Istilah gender berasal dari kata Gen yang artinya pembawa sifat embrio laki-laki maupun perempuan. Gender diketengahkan oleh para ilmuwan sosial untuk menjelaskan mana perbedaan perempuan dan laki-laki yang bersifat bawaan sebagai ciptaan Tuhan dan mana yang merupakan bentuk budaya yang dikontruksikan, dipelajari dan disosialisasikan.

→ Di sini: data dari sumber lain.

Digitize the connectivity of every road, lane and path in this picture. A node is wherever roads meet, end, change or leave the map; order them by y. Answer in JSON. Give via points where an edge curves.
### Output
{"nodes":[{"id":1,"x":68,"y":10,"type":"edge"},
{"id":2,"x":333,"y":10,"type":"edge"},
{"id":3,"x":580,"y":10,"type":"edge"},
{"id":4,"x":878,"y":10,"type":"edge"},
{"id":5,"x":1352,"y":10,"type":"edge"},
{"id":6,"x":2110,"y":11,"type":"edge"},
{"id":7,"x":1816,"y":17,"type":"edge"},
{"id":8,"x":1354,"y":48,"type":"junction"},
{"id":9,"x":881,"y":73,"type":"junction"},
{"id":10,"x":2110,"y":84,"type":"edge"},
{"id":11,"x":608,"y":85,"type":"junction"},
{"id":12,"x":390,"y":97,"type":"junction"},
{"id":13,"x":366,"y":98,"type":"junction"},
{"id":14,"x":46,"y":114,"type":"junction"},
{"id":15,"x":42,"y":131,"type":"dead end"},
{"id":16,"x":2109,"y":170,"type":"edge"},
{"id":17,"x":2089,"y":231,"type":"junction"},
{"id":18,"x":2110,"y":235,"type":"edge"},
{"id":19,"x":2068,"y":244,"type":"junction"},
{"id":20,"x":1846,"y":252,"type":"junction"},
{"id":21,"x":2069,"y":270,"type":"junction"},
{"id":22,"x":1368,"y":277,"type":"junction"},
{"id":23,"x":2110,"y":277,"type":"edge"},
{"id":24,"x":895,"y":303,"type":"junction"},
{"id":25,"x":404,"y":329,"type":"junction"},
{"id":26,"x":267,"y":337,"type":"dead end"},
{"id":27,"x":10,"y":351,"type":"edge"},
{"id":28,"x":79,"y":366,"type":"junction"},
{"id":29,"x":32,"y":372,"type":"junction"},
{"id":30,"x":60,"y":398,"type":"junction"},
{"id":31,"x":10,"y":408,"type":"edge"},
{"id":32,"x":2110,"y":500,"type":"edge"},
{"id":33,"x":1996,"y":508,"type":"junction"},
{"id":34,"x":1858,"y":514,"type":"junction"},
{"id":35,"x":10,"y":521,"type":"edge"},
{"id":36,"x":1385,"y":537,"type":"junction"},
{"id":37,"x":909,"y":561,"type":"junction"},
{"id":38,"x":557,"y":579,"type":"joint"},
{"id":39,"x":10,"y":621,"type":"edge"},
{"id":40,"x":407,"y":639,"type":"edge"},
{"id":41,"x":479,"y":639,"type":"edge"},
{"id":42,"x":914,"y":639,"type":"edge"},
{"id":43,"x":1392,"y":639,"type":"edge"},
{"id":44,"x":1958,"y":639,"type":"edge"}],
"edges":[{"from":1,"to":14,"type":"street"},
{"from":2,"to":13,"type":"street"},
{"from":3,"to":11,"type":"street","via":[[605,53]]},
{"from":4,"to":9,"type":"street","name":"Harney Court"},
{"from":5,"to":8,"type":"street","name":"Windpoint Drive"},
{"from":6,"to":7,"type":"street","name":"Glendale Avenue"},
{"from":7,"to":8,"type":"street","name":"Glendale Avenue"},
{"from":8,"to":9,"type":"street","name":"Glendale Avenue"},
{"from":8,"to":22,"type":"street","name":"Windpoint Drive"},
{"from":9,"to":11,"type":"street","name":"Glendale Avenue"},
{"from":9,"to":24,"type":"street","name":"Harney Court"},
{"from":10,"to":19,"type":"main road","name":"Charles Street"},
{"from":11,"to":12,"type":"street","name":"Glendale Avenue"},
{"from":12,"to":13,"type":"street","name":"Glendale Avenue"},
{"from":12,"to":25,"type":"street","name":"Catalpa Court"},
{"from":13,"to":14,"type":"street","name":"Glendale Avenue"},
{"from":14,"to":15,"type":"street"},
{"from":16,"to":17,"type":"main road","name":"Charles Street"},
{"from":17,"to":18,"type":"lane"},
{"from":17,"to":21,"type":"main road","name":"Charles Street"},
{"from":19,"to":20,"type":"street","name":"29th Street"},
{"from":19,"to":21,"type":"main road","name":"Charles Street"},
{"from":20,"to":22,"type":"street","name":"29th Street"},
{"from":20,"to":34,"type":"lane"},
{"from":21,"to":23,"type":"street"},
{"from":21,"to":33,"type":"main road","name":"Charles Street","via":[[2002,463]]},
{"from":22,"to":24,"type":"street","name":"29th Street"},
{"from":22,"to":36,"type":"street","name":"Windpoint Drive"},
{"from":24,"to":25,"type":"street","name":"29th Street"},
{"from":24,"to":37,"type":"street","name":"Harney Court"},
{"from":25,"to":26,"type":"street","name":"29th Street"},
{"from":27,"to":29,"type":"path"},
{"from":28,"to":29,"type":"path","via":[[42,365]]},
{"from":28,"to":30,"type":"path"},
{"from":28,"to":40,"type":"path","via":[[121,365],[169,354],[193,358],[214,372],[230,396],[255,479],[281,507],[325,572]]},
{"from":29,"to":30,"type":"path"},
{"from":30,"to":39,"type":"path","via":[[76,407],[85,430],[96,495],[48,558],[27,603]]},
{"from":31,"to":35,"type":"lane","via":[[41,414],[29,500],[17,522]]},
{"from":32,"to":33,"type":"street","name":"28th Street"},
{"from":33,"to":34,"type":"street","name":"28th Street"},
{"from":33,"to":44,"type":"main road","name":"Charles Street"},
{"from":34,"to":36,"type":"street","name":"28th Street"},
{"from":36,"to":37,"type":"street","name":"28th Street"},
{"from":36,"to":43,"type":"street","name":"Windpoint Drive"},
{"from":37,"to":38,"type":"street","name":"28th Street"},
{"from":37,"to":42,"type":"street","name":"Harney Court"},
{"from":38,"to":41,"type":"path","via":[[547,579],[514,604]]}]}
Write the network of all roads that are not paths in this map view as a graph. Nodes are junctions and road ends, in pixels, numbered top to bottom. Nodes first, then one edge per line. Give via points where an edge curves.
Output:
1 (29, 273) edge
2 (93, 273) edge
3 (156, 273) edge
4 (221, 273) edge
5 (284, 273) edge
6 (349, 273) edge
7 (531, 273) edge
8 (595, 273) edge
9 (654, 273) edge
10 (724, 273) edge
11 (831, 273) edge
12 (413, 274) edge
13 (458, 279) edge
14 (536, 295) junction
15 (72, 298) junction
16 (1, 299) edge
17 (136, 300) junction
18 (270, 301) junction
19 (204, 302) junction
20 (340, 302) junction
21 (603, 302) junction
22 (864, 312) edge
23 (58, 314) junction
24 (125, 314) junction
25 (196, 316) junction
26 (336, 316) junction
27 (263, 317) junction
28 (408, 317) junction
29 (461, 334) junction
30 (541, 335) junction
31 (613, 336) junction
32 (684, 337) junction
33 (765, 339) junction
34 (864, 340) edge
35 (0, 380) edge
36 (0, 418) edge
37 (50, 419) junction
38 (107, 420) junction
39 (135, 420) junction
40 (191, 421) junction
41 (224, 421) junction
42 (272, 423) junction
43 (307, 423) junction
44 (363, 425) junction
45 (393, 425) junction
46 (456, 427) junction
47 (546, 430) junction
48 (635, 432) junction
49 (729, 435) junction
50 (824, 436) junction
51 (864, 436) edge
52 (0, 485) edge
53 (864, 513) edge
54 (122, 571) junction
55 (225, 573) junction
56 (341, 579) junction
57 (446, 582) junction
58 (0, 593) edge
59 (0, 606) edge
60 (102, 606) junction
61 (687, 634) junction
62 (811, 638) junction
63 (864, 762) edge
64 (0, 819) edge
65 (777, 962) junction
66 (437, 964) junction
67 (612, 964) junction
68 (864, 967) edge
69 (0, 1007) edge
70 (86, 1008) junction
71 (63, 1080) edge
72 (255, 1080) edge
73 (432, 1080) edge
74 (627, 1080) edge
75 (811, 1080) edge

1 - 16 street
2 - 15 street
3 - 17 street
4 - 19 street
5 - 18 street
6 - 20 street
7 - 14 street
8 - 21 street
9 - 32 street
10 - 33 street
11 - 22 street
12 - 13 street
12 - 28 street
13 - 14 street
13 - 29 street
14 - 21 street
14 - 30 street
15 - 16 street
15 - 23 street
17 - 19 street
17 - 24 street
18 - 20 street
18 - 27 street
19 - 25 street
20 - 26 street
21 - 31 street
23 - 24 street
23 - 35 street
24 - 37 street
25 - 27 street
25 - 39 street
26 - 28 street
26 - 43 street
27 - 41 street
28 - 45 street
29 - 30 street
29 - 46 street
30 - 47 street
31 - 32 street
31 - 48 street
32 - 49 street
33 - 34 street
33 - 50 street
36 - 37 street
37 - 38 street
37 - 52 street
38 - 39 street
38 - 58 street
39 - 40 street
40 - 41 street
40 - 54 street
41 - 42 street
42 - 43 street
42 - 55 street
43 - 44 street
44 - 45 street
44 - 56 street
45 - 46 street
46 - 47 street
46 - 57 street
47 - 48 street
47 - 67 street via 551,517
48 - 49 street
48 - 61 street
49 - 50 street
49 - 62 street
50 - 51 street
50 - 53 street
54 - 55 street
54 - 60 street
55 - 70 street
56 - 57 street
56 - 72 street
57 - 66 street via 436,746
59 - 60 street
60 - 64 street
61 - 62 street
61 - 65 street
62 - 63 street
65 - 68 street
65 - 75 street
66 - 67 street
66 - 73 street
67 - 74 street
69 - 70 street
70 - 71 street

Pembedaan ini sangat penting, karena selama ini kita sering sekali mencampur adukan cirri-ciri manusia yang bersifat kodrat dan tidak berubah dengan cirri-ciri manusia yang bersifat non kodrat (gender) yang sebenarnya, bisa berubah atau diubah.

Pembedaan peran gender ini sangat membantu kita untuk memikirkan kembali tentang pembagian peran yang selama ini telah melekat pada manusia perempuan dan laki-laki. Dengan mengenali pembagian gnder sebagai sesuatu yang tidak tetap, tidak permanen, memudahkan kita untuk membangun gambaran tentang realitas relasi perempuan dan laki-laki yang dinamis yang lebih tepat dan cocok dengan kenyataan yang ada dalam masyarakat.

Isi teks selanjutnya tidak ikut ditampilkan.